If Argentinians can teach us anything, it’s that we need to relax more, but sleep less. When we go out to a boliche (club) until 10am we still shouldn’t go to sleep – we should continue socialising through the day at an asado (an Argentinean barbecue that is truly next level).
In addition to the warmth that you’ll receive (if you don’t act like a boludo or a pelotudo), the climate is complicated and the sights are beatific. From drinking Malbec straight from the source to riding horses with views of the snowcapped Andes, here’s how to do Mendoza Province in Argentina.
Taste Malbec from the heart of wine country
In Mendoza Province, the average altitude of vineyards is 900 metres. It’s this higher elevation that allows the Malbec grapes to burgeon. Differing from another red, Cabernet Sauvignon, Malbec does not have a long finish, making it perfect for leaner, red meats and dark poultry.
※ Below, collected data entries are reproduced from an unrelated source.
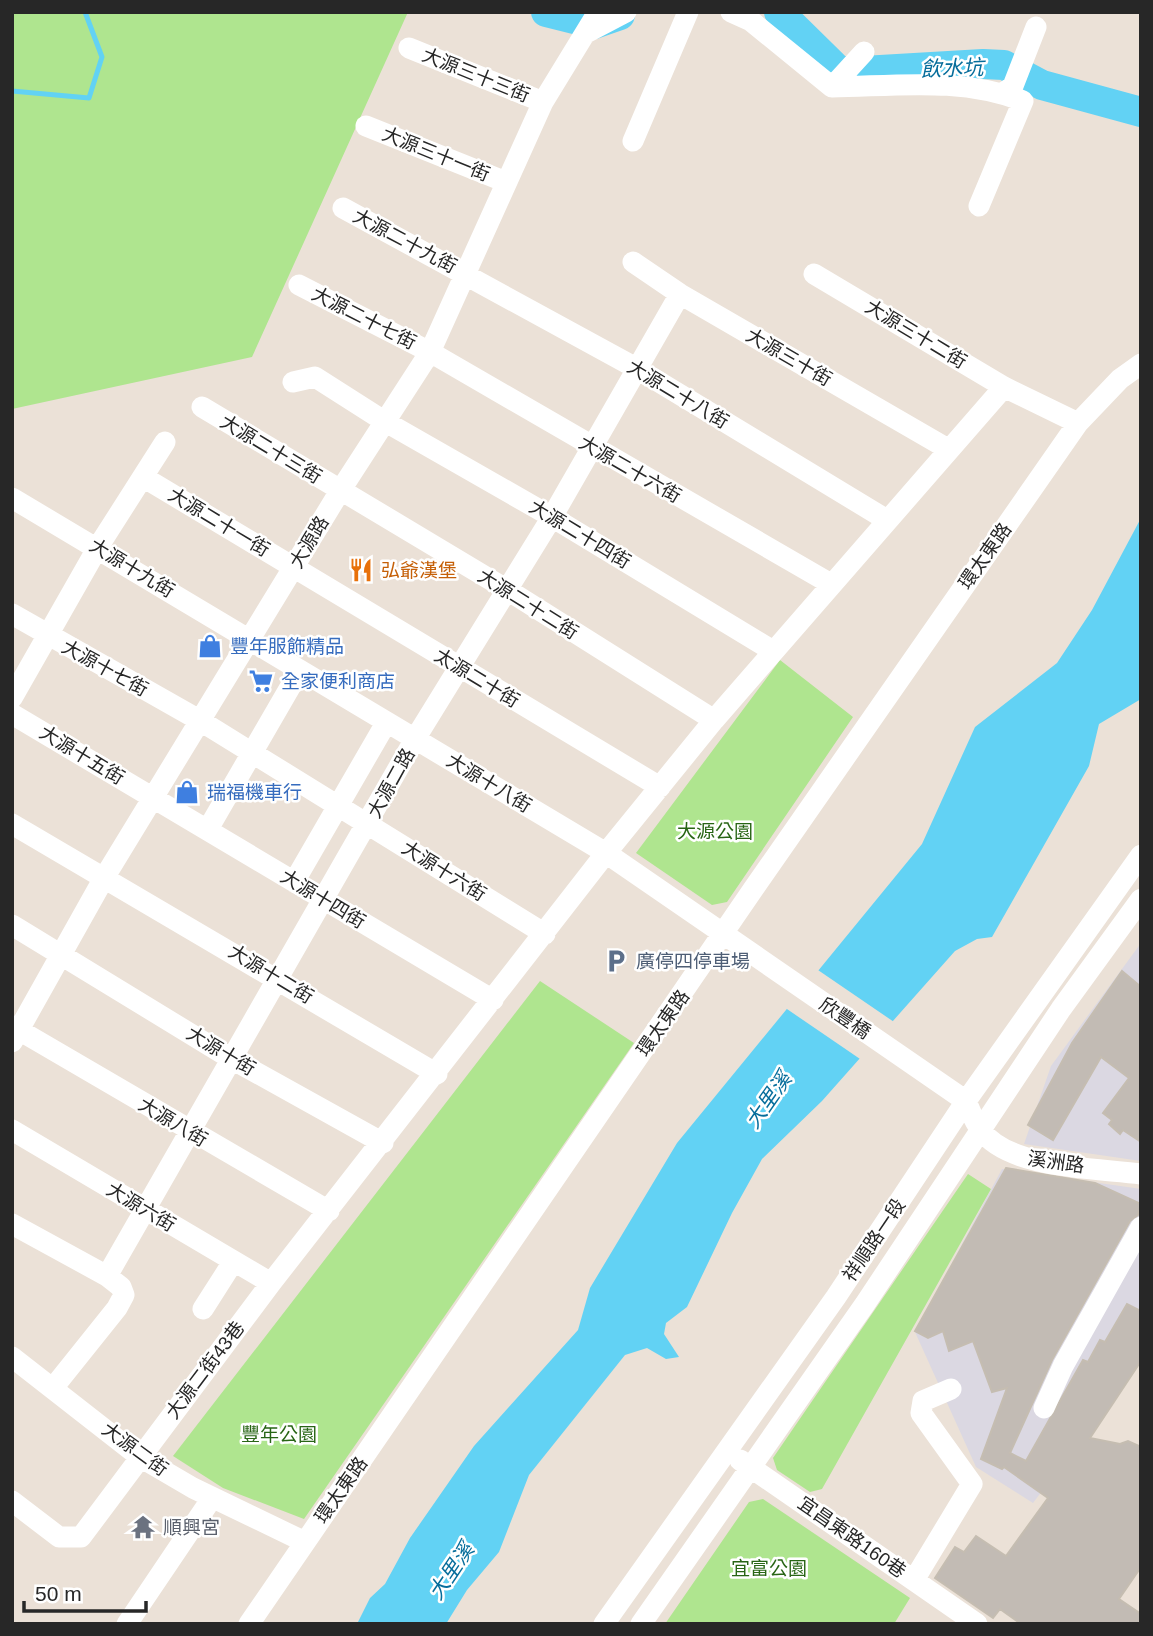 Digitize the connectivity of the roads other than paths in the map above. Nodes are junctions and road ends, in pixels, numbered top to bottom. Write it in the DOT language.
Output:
graph roads {
  1 [pos="598,12"];
  2 [pos="626,12"];
  3 [pos="688,12"];
  4 [pos="731,12"];
  5 [pos="763,17"];
  6 [pos="1036,27"];
  7 [pos="586,33"];
  8 [pos="410,48"];
  9 [pos="863,52"];
  10 [pos="836,83"];
  11 [pos="1013,93"];
  12 [pos="543,102"];
  13 [pos="366,126"];
  14 [pos="633,141"];
  15 [pos="506,182"];
  16 [pos="979,206"];
  17 [pos="343,208"];
  18 [pos="633,262"];
  19 [pos="467,274"];
  20 [pos="814,274"];
  21 [pos="299,285"];
  22 [pos="680,294"];
  23 [pos="430,352"];
  24 [pos="1141,364"];
  25 [pos="636,368"];
  26 [pos="293,382"];
  27 [pos="1011,391"];
  28 [pos="202,407"];
  29 [pos="384,421"];
  30 [pos="1078,423"];
  31 [pos="165,442"];
  32 [pos="592,448"];
  33 [pos="948,449"];
  34 [pos="143,477"];
  35 [pos="340,491"];
  36 [pos="12,498"];
  37 [pos="552,517"];
  38 [pos="887,520"];
  39 [pos="99,547"];
  40 [pos="295,567"];
  41 [pos="831,584"];
  42 [pos="506,589"];
  43 [pos="12,614"];
  44 [pos="49,636"];
  45 [pos="250,640"];
  46 [pos="773,651"];
  47 [pos="458,668"];
  48 [pos="300,670"];
  49 [pos="12,698"];
  50 [pos="12,714"];
  51 [pos="199,720"];
  52 [pos="714,720"];
  53 [pos="386,723"];
  54 [pos="415,739"];
  55 [pos="252,754"];
  56 [pos="660,788"];
  57 [pos="153,797"];
  58 [pos="338,808"];
  59 [pos="12,824"];
  60 [pos="368,824"];
  61 [pos="208,830"];
  62 [pos="606,853"];
  63 [pos="1141,855"];
  64 [pos="104,877"];
  65 [pos="294,882"];
  66 [pos="323,898"];
  67 [pos="1141,899"];
  68 [pos="12,925"];
  69 [pos="545,934"];
  70 [pos="723,935"];
  71 [pos="62,954"];
  72 [pos="277,977"];
  73 [pos="494,1000"];
  74 [pos="15,1033"];
  75 [pos="230,1058"];
  76 [pos="437,1074"];
  77 [pos="966,1101"];
  78 [pos="12,1130"];
  79 [pos="980,1130"];
  80 [pos="189,1132"];
  81 [pos="383,1143"];
  82 [pos="1141,1174"];
  83 [pos="145,1210"];
  84 [pos="329,1211"];
  85 [pos="12,1224"];
  86 [pos="1141,1227"];
  87 [pos="233,1262"];
  88 [pos="107,1276"];
  89 [pos="271,1283"];
  90 [pos="203,1309"];
  91 [pos="12,1357"];
  92 [pos="53,1388"];
  93 [pos="951,1389"];
  94 [pos="1044,1408"];
  95 [pos="726,1450"];
  96 [pos="140,1457"];
  97 [pos="750,1466"];
  98 [pos="212,1498"];
  99 [pos="12,1501"];
  100 [pos="305,1542"];
  101 [pos="914,1580"];
  102 [pos="127,1624"];
  103 [pos="249,1624"];
  104 [pos="604,1624"];
  105 [pos="641,1624"];
  106 [pos="977,1624"];
  1 -- 7 [label="street, 大源路"];
  2 -- 7 [label="street"];
  3 -- 14 [label="street"];
  4 -- 5 [label="street"];
  5 -- 10 [label="street"];
  6 -- 11 [label="street"];
  7 -- 12 [label="street, 大源路"];
  8 -- 12 [label="street, 大源三十三街"];
  9 -- 10 [label="street"];
  10 -- 11 [label="street"];
  11 -- 16 [label="street"];
  12 -- 15 [label="street, 大源路"];
  13 -- 15 [label="street, 大源三十一街"];
  15 -- 19 [label="street, 大源路"];
  17 -- 19 [label="street, 大源二十九街"];
  18 -- 22 [label="street, 大源三十街"];
  19 -- 23 [label="street, 大源路"];
  19 -- 25 [label="street, 大源二十八街"];
  20 -- 27 [label="street, 大源三十二街"];
  21 -- 23 [label="street, 大源二十七街"];
  22 -- 25 [label="street, 大源二路"];
  22 -- 33 [label="street, 大源三十街"];
  23 -- 29 [label="street, 大源路"];
  23 -- 32 [label="street, 大源二十六街"];
  24 -- 30 [label="street, 環太東路"];
  25 -- 32 [label="street, 大源二路"];
  25 -- 38 [label="street, 大源二十八街"];
  26 -- 29 [label="street, 大源二十四街"];
  27 -- 30 [label="street"];
  27 -- 33 [label="street, 大源二街43巷"];
  28 -- 35 [label="street, 大源二十三街"];
  29 -- 35 [label="street, 大源路"];
  29 -- 37 [label="street, 大源二十四街"];
  30 -- 70 [label="street, 環太東路"];
  31 -- 34 [label="street"];
  32 -- 37 [label="street, 大源二路"];
  32 -- 41 [label="street, 大源二十六街"];
  33 -- 38 [label="street, 大源二街43巷"];
  34 -- 39 [label="street"];
  34 -- 40 [label="street, 大源二十一街"];
  35 -- 40 [label="street, 大源路"];
  35 -- 42 [label="street, 大源二十二街"];
  36 -- 39 [label="street, 大源十九街"];
  37 -- 42 [label="street, 大源二路"];
  37 -- 46 [label="street, 大源二十四街"];
  38 -- 41 [label="street, 大源二街43巷"];
  39 -- 44 [label="street"];
  39 -- 45 [label="street, 大源十九街"];
  40 -- 45 [label="street, 大源路"];
  40 -- 47 [label="street, 太源二十街"];
  41 -- 46 [label="street, 大源二街43巷"];
  42 -- 47 [label="street, 大源二路"];
  42 -- 52 [label="street, 大源二十二街"];
  43 -- 44 [label="street, 大源十七街"];
  44 -- 49 [label="street"];
  44 -- 51 [label="street, 大源十七街"];
  45 -- 48 [label="street, 大源十八街"];
  45 -- 51 [label="street, 大源路"];
  46 -- 52 [label="street, 大源二街43巷"];
  47 -- 54 [label="street, 大源二路"];
  47 -- 56 [label="street, 太源二十街"];
  48 -- 53 [label="street, 大源十八街"];
  48 -- 55 [label="street"];
  50 -- 57 [label="street, 大源十五街"];
  51 -- 55 [label="street, 大源十六街"];
  51 -- 57 [label="street, 大源路"];
  52 -- 56 [label="street, 大源二街43巷"];
  53 -- 54 [label="street, 大源十八街"];
  53 -- 58 [label="street"];
  54 -- 60 [label="street, 大源二路"];
  54 -- 62 [label="street, 大源十八街"];
  55 -- 58 [label="street, 大源十六街"];
  55 -- 61 [label="street"];
  56 -- 62 [label="street, 大源二街43巷"];
  57 -- 61 [label="street, 大源十四街"];
  57 -- 64 [label="street, 大源路"];
  58 -- 60 [label="street, 大源十六街"];
  58 -- 65 [label="street"];
  59 -- 64 [label="street, 大源十二街"];
  60 -- 66 [label="street, 大源二路"];
  60 -- 69 [label="street, 大源十六街"];
  61 -- 65 [label="street, 大源十四街"];
  62 -- 69 [label="street, 大源二街43巷"];
  62 -- 70 [label="street, 大源十八街"];
  63 -- 77 [label="street, 祥順路一段"];
  64 -- 71 [label="street, 大源路"];
  64 -- 72 [label="street, 大源十二街"];
  65 -- 66 [label="street, 大源十四街"];
  66 -- 72 [label="street, 大源二路"];
  66 -- 73 [label="street, 大源十四街"];
  67 -- 79 [label="street, 祥順路一段"];
  68 -- 71 [label="street, 大源十街"];
  69 -- 73 [label="street, 大源二街43巷"];
  70 -- 77 [label="street, 欣豐橋"];
  70 -- 100 [label="street, 環太東路"];
  71 -- 74 [label="street, 大源路"];
  71 -- 75 [label="street, 大源十街"];
  72 -- 75 [label="street, 大源二路"];
  72 -- 76 [label="street, 大源十二街"];
  73 -- 76 [label="street, 大源二街43巷"];
  74 -- 80 [label="street, 大源八街"];
  75 -- 80 [label="street, 大源二路"];
  75 -- 81 [label="street, 大源十街"];
  76 -- 81 [label="street, 大源二街43巷"];
  77 -- 79 [label="street"];
  77 -- 95 [label="street, 祥順路一段"];
  78 -- 83 [label="street, 大源六街"];
  79 -- 82 [label="street, 溪洲路"];
  79 -- 97 [label="street, 祥順路一段"];
  80 -- 83 [label="street, 大源二路"];
  80 -- 84 [label="street, 大源八街"];
  81 -- 84 [label="street, 大源二街43巷"];
  83 -- 87 [label="street, 大源六街"];
  83 -- 88 [label="street, 大源二路"];
  84 -- 89 [label="street, 大源二街43巷"];
  85 -- 88 [label="street"];
  86 -- 94 [label="street"];
  87 -- 89 [label="street, 大源六街"];
  87 -- 90 [label="street"];
  88 -- 92 [label="street"];
  89 -- 96 [label="street, 大源二街43巷"];
  91 -- 92 [label="street, 大源二街"];
  92 -- 96 [label="street, 大源二街"];
  93 -- 101 [label="street"];
  95 -- 97 [label="street, 宜昌東路160巷"];
  95 -- 104 [label="street, 祥順路一段"];
  96 -- 98 [label="street, 大源二街"];
  96 -- 99 [label="street, 大源二街43巷"];
  97 -- 101 [label="street, 宜昌東路160巷"];
  97 -- 105 [label="street, 祥順路一段"];
  98 -- 100 [label="street, 大源二街"];
  98 -- 102 [label="street"];
  100 -- 103 [label="street, 環太東路"];
  101 -- 106 [label="street, 宜昌東路160巷"];
}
If you’re vegetarian, pair it with arugula/rocket, kale, or chard.
See the Andes by horseback
The gaucho, or cowboy, is one of the symbols of Argentina, so what better way to see the countryside than on a horse? As you’ll notice in Argentina, people are chill and take their time. Daniel, our guide (booked through Mendoza Andes), abides by this custom, unhurriedly putting the blankets and saddles on his horses before we trot through the mountains.
While you wait, Daniel’s wife Marisa serves sopaipillas directly from the fryer (a pastry generously garnished with sugar). If you’ve never had mate before, this is your chance. Passed around the table is a mate gourd, which you drink from a metal straw and share with everyone at the table.
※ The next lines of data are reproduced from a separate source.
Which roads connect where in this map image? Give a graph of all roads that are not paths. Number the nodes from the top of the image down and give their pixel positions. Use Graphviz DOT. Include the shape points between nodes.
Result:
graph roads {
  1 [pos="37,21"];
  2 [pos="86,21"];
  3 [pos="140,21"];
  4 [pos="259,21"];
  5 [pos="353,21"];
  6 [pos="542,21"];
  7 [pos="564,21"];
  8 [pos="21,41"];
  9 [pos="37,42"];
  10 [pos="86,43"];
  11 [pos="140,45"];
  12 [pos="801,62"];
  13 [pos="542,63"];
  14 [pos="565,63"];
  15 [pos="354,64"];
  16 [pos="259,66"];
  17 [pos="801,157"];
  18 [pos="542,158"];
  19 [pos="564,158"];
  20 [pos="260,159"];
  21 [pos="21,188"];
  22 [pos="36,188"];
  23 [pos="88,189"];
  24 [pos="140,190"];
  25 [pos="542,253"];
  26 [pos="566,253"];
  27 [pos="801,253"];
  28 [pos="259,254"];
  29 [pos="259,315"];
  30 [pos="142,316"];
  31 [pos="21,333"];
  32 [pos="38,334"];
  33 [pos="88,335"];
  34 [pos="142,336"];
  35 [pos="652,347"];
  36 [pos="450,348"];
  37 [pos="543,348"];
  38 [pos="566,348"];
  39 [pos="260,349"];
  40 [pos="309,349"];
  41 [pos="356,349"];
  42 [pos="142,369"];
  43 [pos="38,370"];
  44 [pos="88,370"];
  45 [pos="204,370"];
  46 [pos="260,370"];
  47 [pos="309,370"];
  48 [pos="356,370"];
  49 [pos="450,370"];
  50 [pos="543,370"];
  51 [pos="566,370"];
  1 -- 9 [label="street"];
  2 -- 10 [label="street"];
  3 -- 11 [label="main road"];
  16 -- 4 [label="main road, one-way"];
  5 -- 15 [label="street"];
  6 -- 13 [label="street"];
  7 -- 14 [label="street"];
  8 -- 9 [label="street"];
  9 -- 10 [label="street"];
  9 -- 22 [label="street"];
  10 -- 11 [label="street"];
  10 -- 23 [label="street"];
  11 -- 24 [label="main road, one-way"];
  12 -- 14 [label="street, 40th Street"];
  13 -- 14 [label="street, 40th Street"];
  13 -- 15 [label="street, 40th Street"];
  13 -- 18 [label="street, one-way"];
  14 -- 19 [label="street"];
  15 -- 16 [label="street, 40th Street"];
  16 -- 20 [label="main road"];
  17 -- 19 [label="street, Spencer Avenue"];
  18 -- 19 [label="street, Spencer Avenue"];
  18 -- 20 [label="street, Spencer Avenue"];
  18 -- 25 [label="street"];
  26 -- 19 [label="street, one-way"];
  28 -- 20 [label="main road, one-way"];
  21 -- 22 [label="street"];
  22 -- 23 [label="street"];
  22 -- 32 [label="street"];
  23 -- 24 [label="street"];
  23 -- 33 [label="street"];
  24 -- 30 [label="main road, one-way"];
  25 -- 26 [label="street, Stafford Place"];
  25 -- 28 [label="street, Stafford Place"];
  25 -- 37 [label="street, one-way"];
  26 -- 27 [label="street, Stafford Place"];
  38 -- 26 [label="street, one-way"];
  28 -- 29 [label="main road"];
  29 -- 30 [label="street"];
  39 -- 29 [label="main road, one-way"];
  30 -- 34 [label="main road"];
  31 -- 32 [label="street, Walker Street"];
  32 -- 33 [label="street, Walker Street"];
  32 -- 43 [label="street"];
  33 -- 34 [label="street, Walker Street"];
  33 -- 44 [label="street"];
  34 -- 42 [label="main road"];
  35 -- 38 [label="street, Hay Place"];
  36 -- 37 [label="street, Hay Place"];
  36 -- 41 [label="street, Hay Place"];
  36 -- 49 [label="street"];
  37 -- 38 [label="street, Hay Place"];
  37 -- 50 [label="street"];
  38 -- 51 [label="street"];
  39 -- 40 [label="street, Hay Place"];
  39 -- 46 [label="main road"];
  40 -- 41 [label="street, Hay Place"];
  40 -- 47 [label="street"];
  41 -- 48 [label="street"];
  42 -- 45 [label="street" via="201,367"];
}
Once the horses are saddled up, get ready for four hours of riding through the mountains in the pre-Andes. Crossing rivers and riding across the mountain peaks is not for the faint of heart, but the views are unforgettable.
Hit the Argentinean club, or boliche
Don’t go to the club, or boliche, the same day as you plan to go horse-riding because you’ll likely be there til at least 6am, if not 10am. Get to dance with someone who actually knows how (no sloppy grinding here ). Practise your Spanish before your trip, because a lot of Latin Americans learn English from TV, meaning they can understand it, but they often can’t speak it. Don’t be embarrassed by your accent – they find it cute, so try your best and strike up a conversation. You’ll get a confused “de dónde sos?!” but you’ll end up dancing to J Balvin and probably have a friend for life (or your next life partner, which is not even a joke).
Getting to the club in Mendoza is unlike taking a quick Uber to some divey venue in central London, New York or Paris. You’re driving through the pre-Andes region outside of the city of Mendoza, making this like one of those romantic cab rides through the hills of Ibiza when you’re headed to a club – only better.
If you’re from Europe or the United States, the dance culture in Argentina can seem a little…different. Guys will ask girls to dance and do a few twirls before walking away, or, pursuing you relentlessly (their piropos, if you’re a girl, will likely amuse you with their creativity).
Mendocinos are known to be less forward than Porteños, the residents of Buenos Aires. While a Porteño guy or girl might immediately add you on Facebook an hour after you’ve left the boliche, you might have to be the one to make the first move with a Mendocino. And don’t worry, they’ll tell you if they just want to be friends.
Since club trends wax and wane, ask locals which boliches are the current best. There’s nothing worse than ending up at a club that’s past its expiration date.
Stay at The Vines
Here you can make your own small-batch wine under the supervision of acclaimed winemaker Santiago Achával in the Uco Valley. The resort is also home to Siete Fuegos, one of world-renowned chef Francis Mallmann’s restaurants. If you haven’t watched season one, episode three of the Netflix series Chef’s Table, Mallmann is famous for his Patagonian cuisine, where cast irons and wood fire recall the traditions of indigenous, pre-colonial dwellers, as well as gauchos, the Argentinian “cowboys”.